TASK OBJECTIVE:
Whenever a line in the entries includes the word "Aérodrome", copy that line out.

DATASET RECORDS:
━━━━━━━━━━
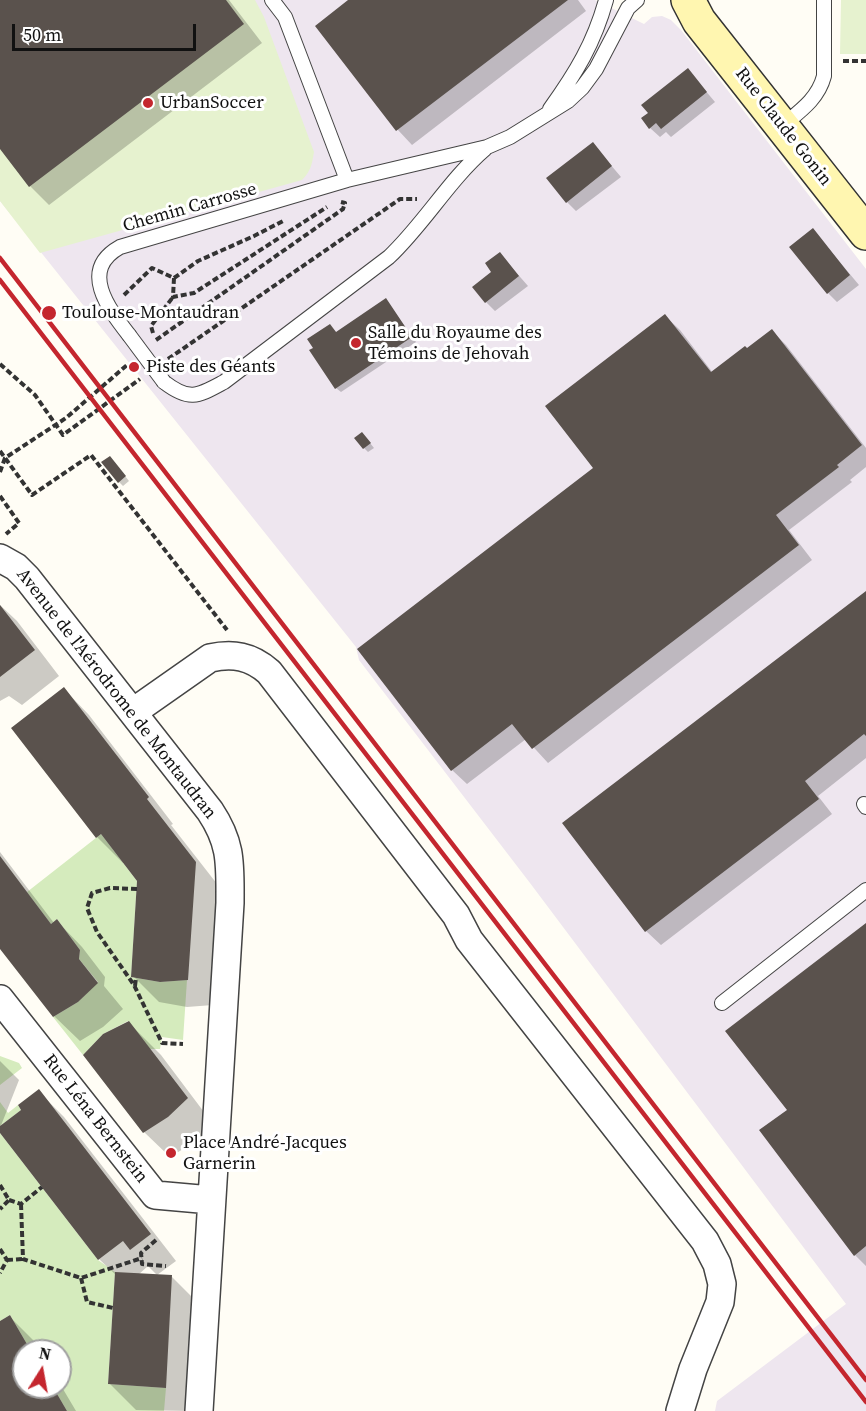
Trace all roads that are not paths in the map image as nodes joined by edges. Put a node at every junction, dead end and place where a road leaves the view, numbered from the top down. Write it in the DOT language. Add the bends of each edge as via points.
graph roads {
  1 [pos="272,0"];
  2 [pos="606,0"];
  3 [pos="637,0"];
  4 [pos="670,0"];
  5 [pos="824,0"];
  6 [pos="693,11"];
  7 [pos="544,116"];
  8 [pos="782,126"];
  9 [pos="487,147"];
  10 [pos="347,180"];
  11 [pos="866,233"];
  12 [pos="0,558"];
  13 [pos="133,712"];
  14 [pos="866,890"];
  15 [pos="0,999"];
  16 [pos="722,1003"];
  17 [pos="211,1200"];
  18 [pos="199,1411"];
  19 [pos="680,1411"];
  1 -- 10 [label="lane" via="285,17"];
  2 -- 7 [label="lane, Chemin Carrosse" via="599,26 582,61"];
  3 -- 7 [label="lane, Chemin Carrosse" via="628,8 582,88"];
  4 -- 6 [label="street, Rue Claude Gonin"];
  5 -- 8 [label="lane" via="821,86 804,108"];
  6 -- 8 [label="street, Rue Claude Gonin"];
  7 -- 9 [label="lane, Chemin Carrosse"];
  8 -- 11 [label="street, Rue Claude Gonin"];
  9 -- 10 [label="lane, Chemin Carrosse"];
  9 -- 10 [label="lane, Chemin Carrosse, bridge" via="389,257 224,382 203,393 186,396 165,382 102,292 99,277 109,253"];
  12 -- 13 [label="street, Avenue de l'Aérodrome de Montaudran" via="27,578"];
  13 -- 17 [label="street, Avenue de l'Aérodrome de Montaudran" via="210,811 223,832 229,854 230,903"];
  13 -- 19 [label="street" via="210,658 236,655 259,663 269,672 456,915 469,940 705,1241 722,1284 720,1302"];
  14 -- 16 [label="lane"];
  15 -- 17 [label="street, Rue Léna Bernstein" via="155,1195"];
  17 -- 18 [label="street, Avenue de l'Aérodrome de Montaudran"];
}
━━━━━━━━━━
SOLUTION TO THE PROBLEM:
  12 -- 13 [label="street, Avenue de l'Aérodrome de Montaudran" via="27,578"];
  13 -- 17 [label="street, Avenue de l'Aérodrome de Montaudran" via="210,811 223,832 229,854 230,903"];
  17 -- 18 [label="street, Avenue de l'Aérodrome de Montaudran"];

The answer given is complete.